Try and enjoy the day and move forward in whatever way is best for you.

PortalooSunset · 05/08/2022 11:53

Mil is mother of the groom, am I right? Pretty sure she knew.

CallmeAngelina · 05/08/2022 11:54

It's quite common to have "child-free" weddings but to wheel some in for the photo ops.
You're just going to have to suck it up, I'm afraid, and try to enjoy the event anyway. Please don't make a fuss today.

Andromachehadabadday · 05/08/2022 11:54

I genuinely can’t see the issue.

not can I see why you, yours husband or the mil will have just dramatic reactions.

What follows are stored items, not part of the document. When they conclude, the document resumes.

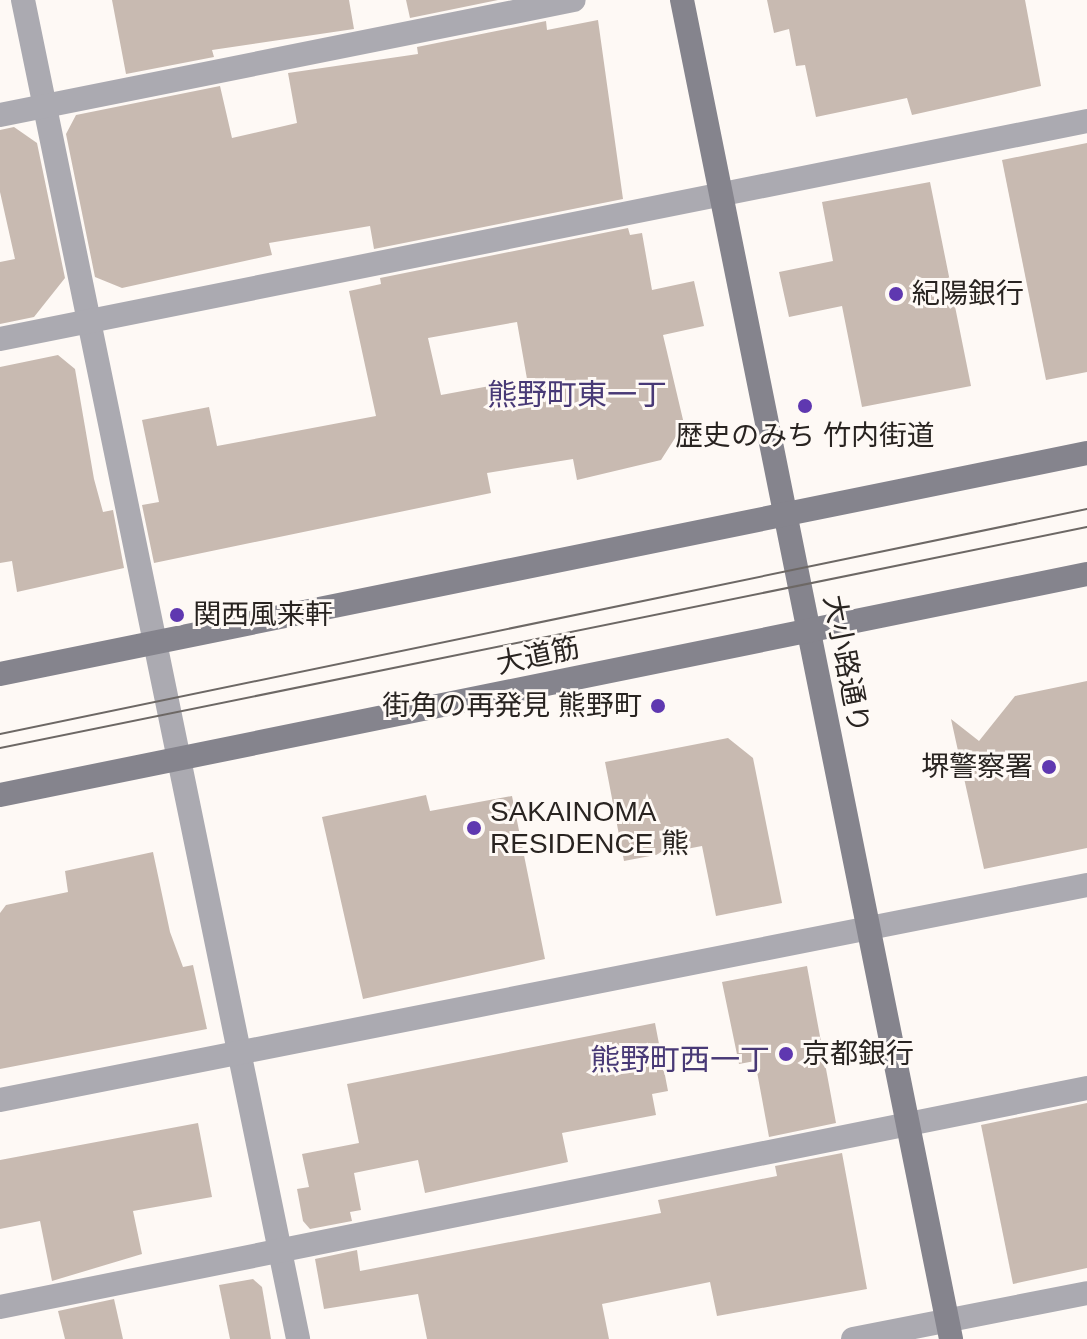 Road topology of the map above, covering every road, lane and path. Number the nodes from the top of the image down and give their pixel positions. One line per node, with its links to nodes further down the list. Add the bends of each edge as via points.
1 (23, 0): 4 (street)
2 (574, 0): 4 (street)
3 (682, 0): 7 (street, 大小路通り)
4 (46, 106): 5 (street); 8 (street)
5 (0, 115)
6 (1087, 121): 7 (street)
7 (722, 196): 8 (street); 11 (street, 大小路通り)
8 (89, 320): 9 (street); 14 (street)
9 (0, 339)
10 (1087, 453): 11 (street)
11 (787, 512): 13 (street, 大小路通り); 14 (street)
12 (1087, 574): 13 (street, 大道筋)
13 (808, 630): 16 (street, 大道筋); 19 (street, 大小路通り)
14 (156, 643): 15 (street); 16 (street)
15 (0, 674)
16 (181, 759): 17 (street, 大道筋); 20 (street)
17 (0, 795)
18 (1087, 885): 19 (street)
19 (869, 926): 20 (street); 23 (street, 大小路通り)
20 (241, 1051): 22 (street); 24 (street)
21 (1087, 1088): 23 (street)
22 (0, 1100)
23 (908, 1124): 24 (street); 27 (street, 大小路通り)
24 (280, 1251): 26 (street); 28 (street)
25 (1087, 1293): 27 (street)
26 (0, 1307)
27 (949, 1330): 29 (street)
28 (298, 1339)
29 (853, 1339) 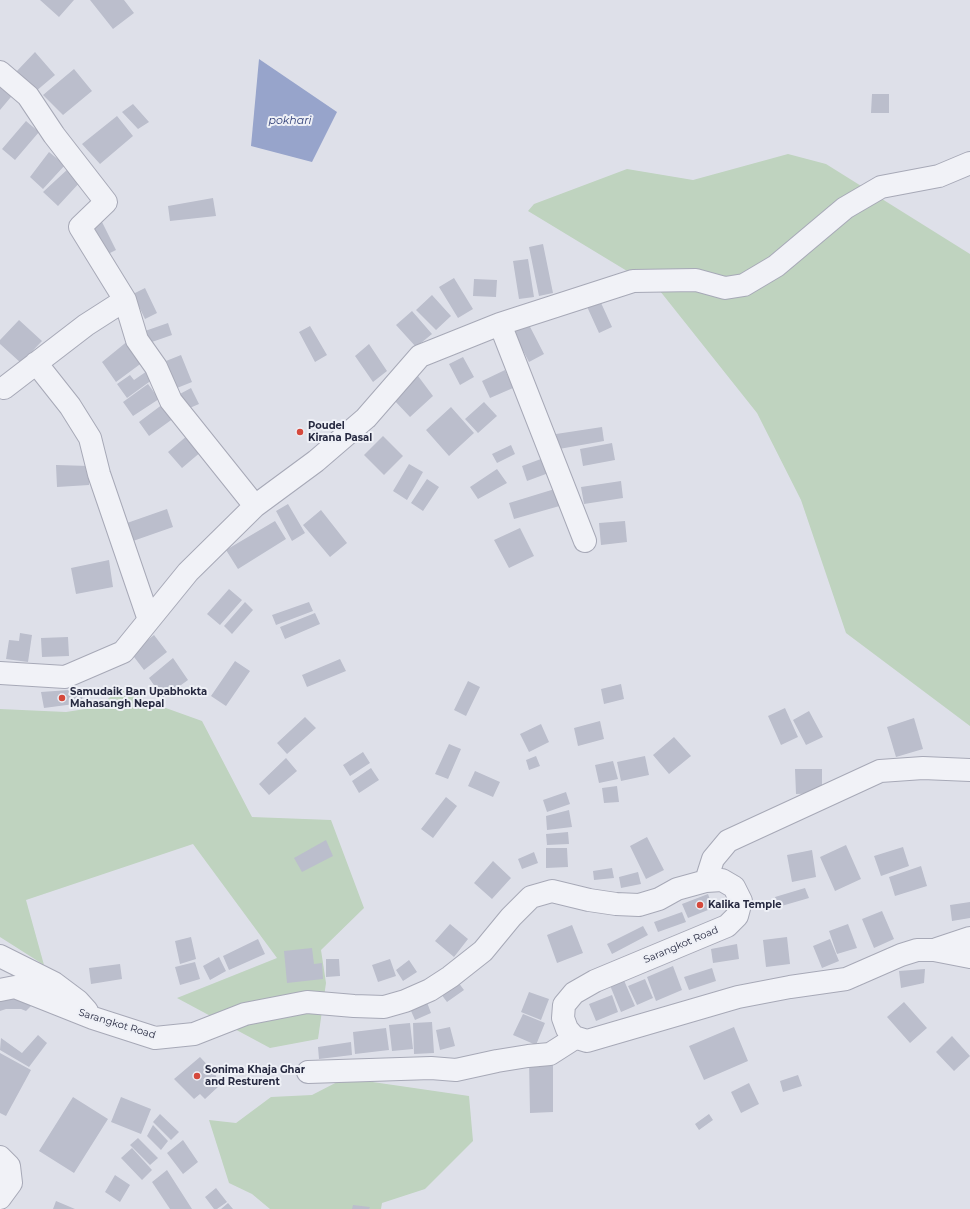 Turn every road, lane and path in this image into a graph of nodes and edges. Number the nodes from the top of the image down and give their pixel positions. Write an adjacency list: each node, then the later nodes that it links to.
1 (0, 72): 3 (street)
2 (970, 163): 4 (street)
3 (125, 300): 5 (street); 7 (street)
4 (500, 324): 7 (street); 8 (street)
5 (36, 363): 6 (street); 9 (street)
6 (4, 388)
7 (255, 506): 9 (street)
8 (585, 541)
9 (149, 620): 10 (street)
10 (0, 673)
11 (970, 770): 12 (street)
12 (706, 881): 18 (street, Sarangkot Road); 19 (street, Sarangkot Road)
13 (970, 938): 14 (street)
14 (934, 950): 16 (street); 19 (street)
15 (0, 956): 18 (street)
16 (970, 957)
17 (0, 990): 18 (street, Sarangkot Road)
18 (92, 1018)
19 (575, 1038): 20 (street)
20 (308, 1072)
21 (0, 1157): 22 (street)
22 (0, 1198)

no wonder the bride has no interest in prioritising any of you. I wouldn’t plan my wedding trying to ensure my partners brother doesn’t get irrational rage or his wife doesn’t vomit out of distress.

ffs this whole thread is ridiculous

GonnaGetGoingReturns · 05/08/2022 11:59

ancientgran · 05/08/2022 11:43

I see a wedding as joining two families. I've never experienced the bridesmaids/flowr girls just being from the brides side. The groom has two little nieces, there are flowergirls so yes I'd think it was weird not to have his nieces.

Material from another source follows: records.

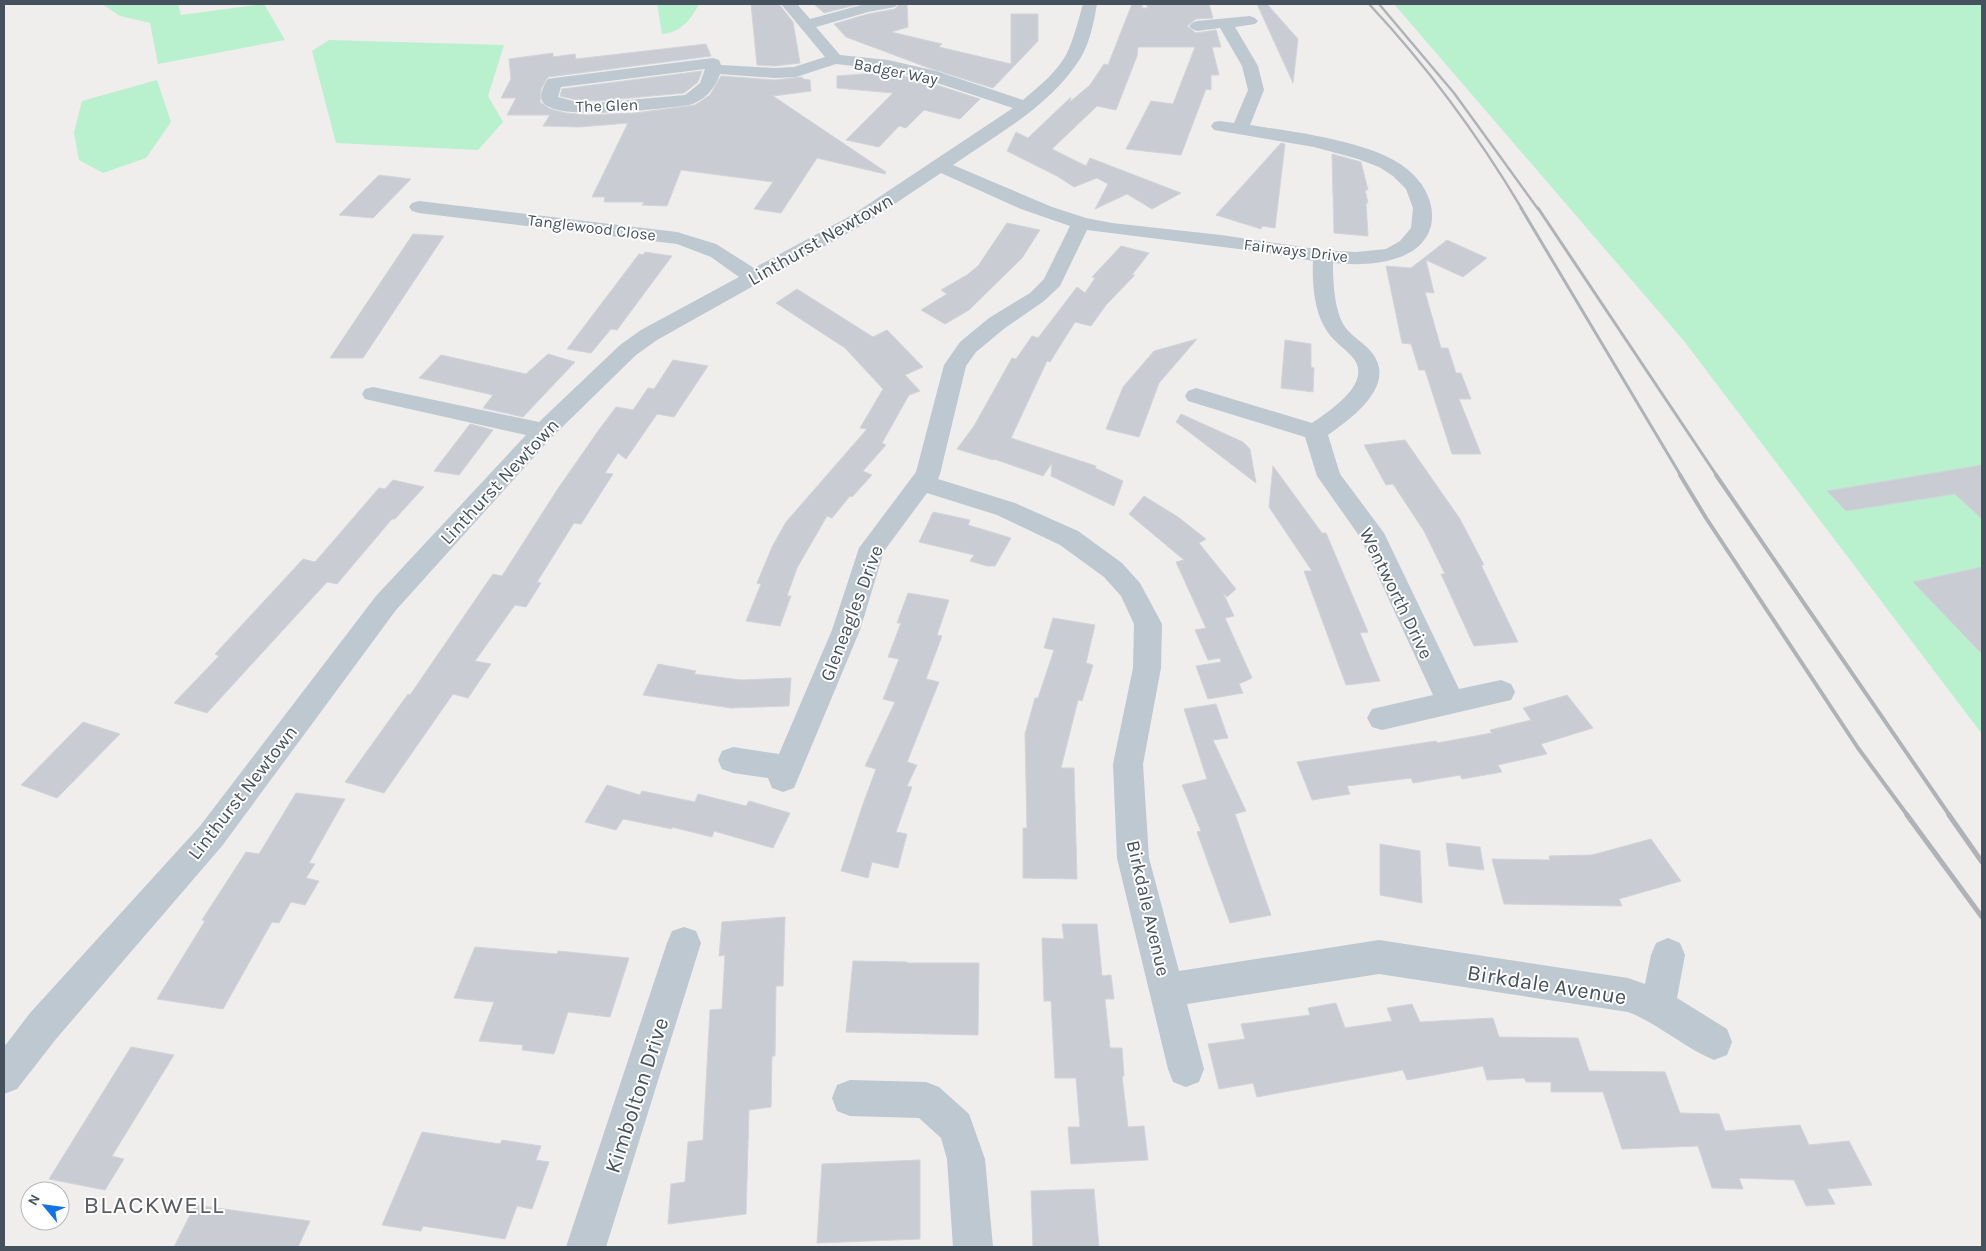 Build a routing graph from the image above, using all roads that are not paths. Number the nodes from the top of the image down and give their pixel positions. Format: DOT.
graph roads {
  1 [pos="789,4"];
  2 [pos="890,4"];
  3 [pos="1090,4"];
  4 [pos="1250,21"];
  5 [pos="805,24"];
  6 [pos="1225,24"];
  7 [pos="1197,26"];
  8 [pos="835,59"];
  9 [pos="713,69"];
  10 [pos="1026,106"];
  11 [pos="1220,126"];
  12 [pos="1240,129"];
  13 [pos="940,166"];
  14 [pos="418,208"];
  15 [pos="1081,223"];
  16 [pos="1323,256"];
  17 [pos="754,278"];
  18 [pos="1236,383"];
  19 [pos="373,394"];
  20 [pos="1196,396"];
  21 [pos="1224,404"];
  22 [pos="544,431"];
  23 [pos="1315,432"];
  24 [pos="924,483"];
  25 [pos="1501,692"];
  26 [pos="1451,703"];
  27 [pos="1382,718"];
  28 [pos="733,760"];
  29 [pos="684,943"];
  30 [pos="1668,955"];
  31 [pos="1167,990"];
  32 [pos="1658,1006"];
  33 [pos="1714,1042"];
  34 [pos="1186,1069"];
  35 [pos="4,1076"];
  36 [pos="850,1098"];
  37 [pos="586,1247"];
  38 [pos="973,1247"];
  1 -- 5 [label="street, Badger Way"];
  2 -- 5 [label="street"];
  3 -- 10 [label="street, Linthurst Newtown"];
  4 -- 6 [label="street"];
  5 -- 8 [label="street, Badger Way"];
  6 -- 7 [label="street"];
  6 -- 12 [label="street"];
  8 -- 9 [label="street, The Glen"];
  8 -- 10 [label="street, Badger Way"];
  9 -- 9 [label="street, The Glen"];
  10 -- 13 [label="street, Linthurst Newtown"];
  11 -- 12 [label="street, Fairways Drive"];
  12 -- 16 [label="street, Fairways Drive"];
  13 -- 15 [label="street, Fairways Drive"];
  13 -- 17 [label="street, Linthurst Newtown"];
  14 -- 17 [label="street, Tanglewood Close"];
  15 -- 16 [label="street, Fairways Drive"];
  15 -- 24 [label="street, Gleneagles Drive"];
  16 -- 23 [label="street"];
  17 -- 22 [label="street, Linthurst Newtown"];
  18 -- 21 [label="street"];
  19 -- 22 [label="street"];
  20 -- 21 [label="street"];
  21 -- 23 [label="street"];
  22 -- 35 [label="street, Linthurst Newtown"];
  23 -- 26 [label="street, Wentworth Drive"];
  24 -- 28 [label="street, Gleneagles Drive"];
  24 -- 31 [label="street, Birkdale Avenue"];
  25 -- 26 [label="street"];
  26 -- 27 [label="street"];
  29 -- 37 [label="street, Kimbolton Drive"];
  30 -- 32 [label="street"];
  31 -- 32 [label="street, Birkdale Avenue"];
  31 -- 34 [label="street, Birkdale Avenue"];
  32 -- 33 [label="street, Birkdale Avenue"];
  36 -- 38 [label="street"];
}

Particularly underhand to say children not invited and then have children there. I wouldn't be impressed.

This.

Is it brother or sister who's related to OP/her DH? In that case too, it'd look a bit weird/hurtful not to turn up at all.

I just can't see why nieces/nephews can't be invited as there are other children (as well as flower girls etc) on the family side invited. It does seem a bit of a dick move not to do this.

Am so lucky in my family that apart from me (never gonna happen!) weddings happened before children arrived so we didn't have to navigate this!

TheOriginalClownfish · 05/08/2022 12:07

We had all the family kids at our wedding, but it's common enough for the only children attending to be part of the bridal party, and often they are handed over to a childminder after the photos or meal anyway.

Today is not the day to address it. Say nowt, make sure husband says nowt and if you do feel like it needs to be said at some point, do it in a few weeks time when the dust has settled.

User135792468 · 05/08/2022 12:07

I know mumsnet is all about the “it’s not your day etc” but I understand why you are so hurt. Not having your own siblings children is just not on unless they’re extremely badly behaved. I understand no kids, but surely this doesn’t apply to immediate family? I’ve been to plenty of “no kids” weddings but nieces and nephews are always there. Just no children of extended family or friends to keep the cost down. After the wedding, I would expect your husband to tell his brother what an absolute twat he is and then distance yourself from them both.

MarieIVanArkleStinks · 05/08/2022 12:09

I knew if I mentioned feeling sick I would get flamed.

Did you? Thought you'd never been on Mumsnet before?

Mamapep · 05/08/2022 12:11

I think it’s rude personally, since it’s close family and there’s other children, but you’re being incredibly dramatic. I’d just raise my eyebrows slightly.

Mennex · 05/08/2022 12:11

This is not vomit worthy.

Neighbours87 · 05/08/2022 12:11

YANBU to be upset, I think it’s cruel to exclude the only children in the grooms immediate family. I wouldn’t say anything but I would after their honeymoon I’d let them know what they did was wrong.